Pauvre Europe  qui pendant ce temps se réjouit  de l’élection d’un vieil écologiste en Autriche  grâce au vote massif  des maisons de retraite.

Je laisse la plumeà deux hommes de gauche, Jacques Sapir et Jacques Julliard.

« Une première analyse des résultats de l’élection présidentielle en Autriche confirme les réflexions faites à chaud sur le poids du « conservatisme » des électeurs. Mais, elle ouvre aussi porte à un soupçon de fraude. Voici ce dont il s’agit. Les résultats officiels sont les suivants :

 

Résultats officiels tels que communiqués par le Ministère de l’Intérieur autrichien

1er tour 2ème tour Variation Variation en pourcentage
Votes à l’isoloir 3744396 3731832 -12564 -0,34%
Votes par correspondance 534774 746110 211336 28,33%
Total exprimés 4279170 4477942 198772 4,44%
Pourcentage des votes par correspondance 12,5% 16,7%

 

Les conclusions que l’on peut tirer de ce tableau sont les suivantes :

    • On constate la forte hausse des votes par correspondance. Or, ces votants représentent globalement 2 catégories d‘électeurs, les autrichiens résidants à l’étranger (expatriés, retraités) et les autrichiens qui sont en maison de retraite. Or, c’est ce vote qui a permis la victoire du candidat « Vert », car celui du FPÖ (populiste) était majoritaire dans les résultats « à l’isoloir » (52%).
    • A défaut de connaître la part des votes « non résidants » on peut raisonnablement supposer que le surcroit de votes vient des maisons de retraites. Ce vote par correspondance favorisait dans les précédentes élections les conservateurs de l’ÖVP. Ces électeurs, s’ils ont bien exprimés leur vote « librement », sont ceux qui sont les plus susceptibles d‘exprimer un réflexe « conservateur », ce qui confirme l’analyse faite dans la note précédente.
    • Cela détruit la thèse médiatique d’une mobilisation des « jeunes diplômés », thèse qui est complaisamment diffusée dans les médias (comme au JT de 20h de Fr2) qui eux, bien entendu, votent à l’isoloir. Or, la participation à l’isoloir, en réalité, baisse très légèrement entre les deux tours?
    • Mais il faut aussi évoquer une hypothèse plus déplaisante. Sachant que ce vote est le fait de personnes âgées, que ces personnes sont, pour une partie en situation vulnérable psychologiquement, un soupçon raisonnable de pression sur cette catégorie d’électeurs peut être évoqué. Compte tenu de la faible marge pour le candidat des « Verts », il n’est donc pas impossible que la pression sur un groupe vulnérable d‘électeurs ait faussé le résultat de l’élection présidentielle. Un soupçon dont le Spiegel se faisait l’écho le 24 mai au matin (http://www.spiegel.de/politik/ausland/oesterreich-fpoe-chef-heinz-christian-strache-wirft-orf-manipulation-vor-a-1093558.html)

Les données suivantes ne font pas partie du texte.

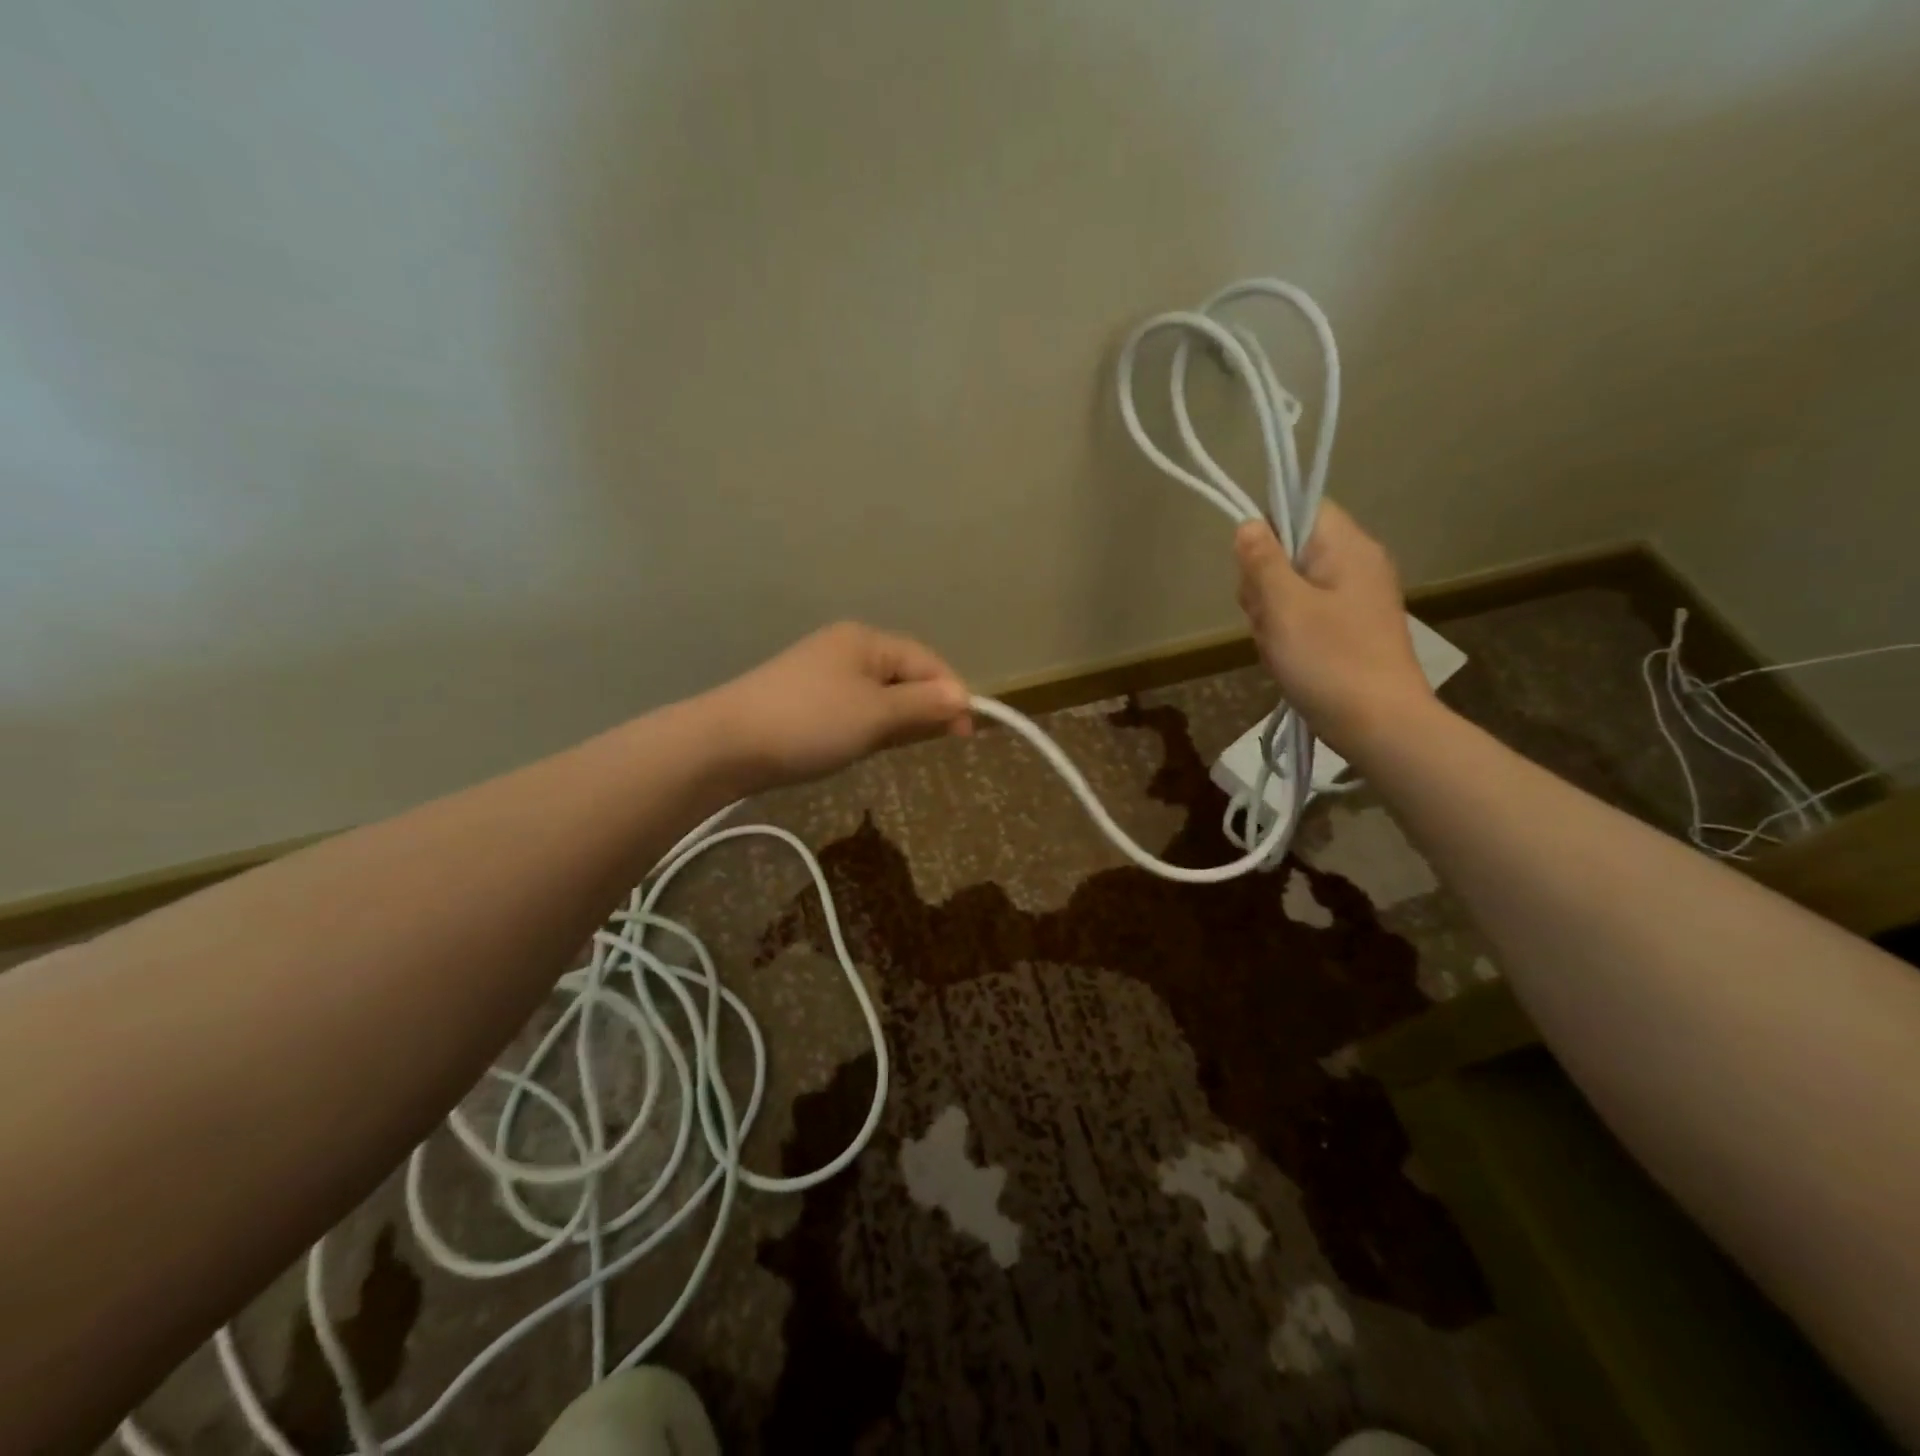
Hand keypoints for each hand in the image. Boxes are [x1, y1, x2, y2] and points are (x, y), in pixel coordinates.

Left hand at [705, 622, 972, 789]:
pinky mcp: (805, 698)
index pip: (926, 661)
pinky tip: (869, 744)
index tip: (966, 734)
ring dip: (899, 718)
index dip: (951, 694)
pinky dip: (871, 724)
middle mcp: (845, 648)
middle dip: (925, 707)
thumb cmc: (810, 723)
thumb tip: (964, 697)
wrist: (726, 744)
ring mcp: (822, 673)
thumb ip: (922, 706)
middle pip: (903, 674)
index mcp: (866, 641)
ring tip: (906, 746)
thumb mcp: (875, 716)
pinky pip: (855, 706)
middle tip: (940, 743)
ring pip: (879, 693)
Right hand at [1234, 503, 1432, 756]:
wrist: (1380, 725)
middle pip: (1290, 550)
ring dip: (1272, 615)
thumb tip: (1249, 523)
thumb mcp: (1284, 607)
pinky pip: (1305, 615)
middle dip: (1265, 585)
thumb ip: (1263, 561)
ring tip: (1279, 647)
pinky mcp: (1351, 628)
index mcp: (1347, 547)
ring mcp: (1356, 598)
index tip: (1256, 573)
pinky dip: (1288, 634)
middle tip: (1269, 620)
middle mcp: (1357, 563)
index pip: (1300, 507)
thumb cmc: (1330, 661)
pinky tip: (1288, 659)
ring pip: (1291, 587)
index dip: (1268, 532)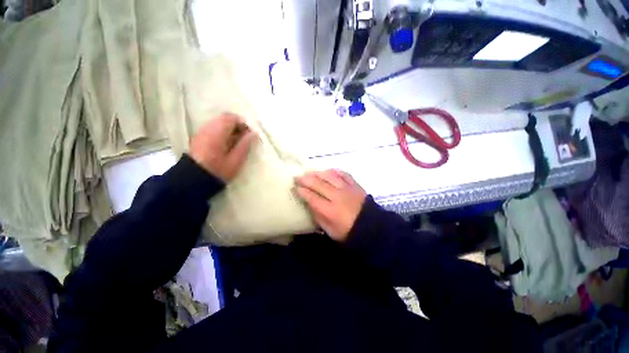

https://russeurope.hypotheses.org/4980

« Dans le cas français, ce qu’attendent les électeurs c’est un programme qui les assure que la politique économique changera véritablement et servira le plus grand nombre et non une minorité, c’est un programme qui les assure que l’Etat social sera défendu, c’est un programme qui les assure que ce qui fait l’identité françaises sera préservé, c’est un programme qui les assure que la politique étrangère française retrouvera son indépendance et la France son rôle international.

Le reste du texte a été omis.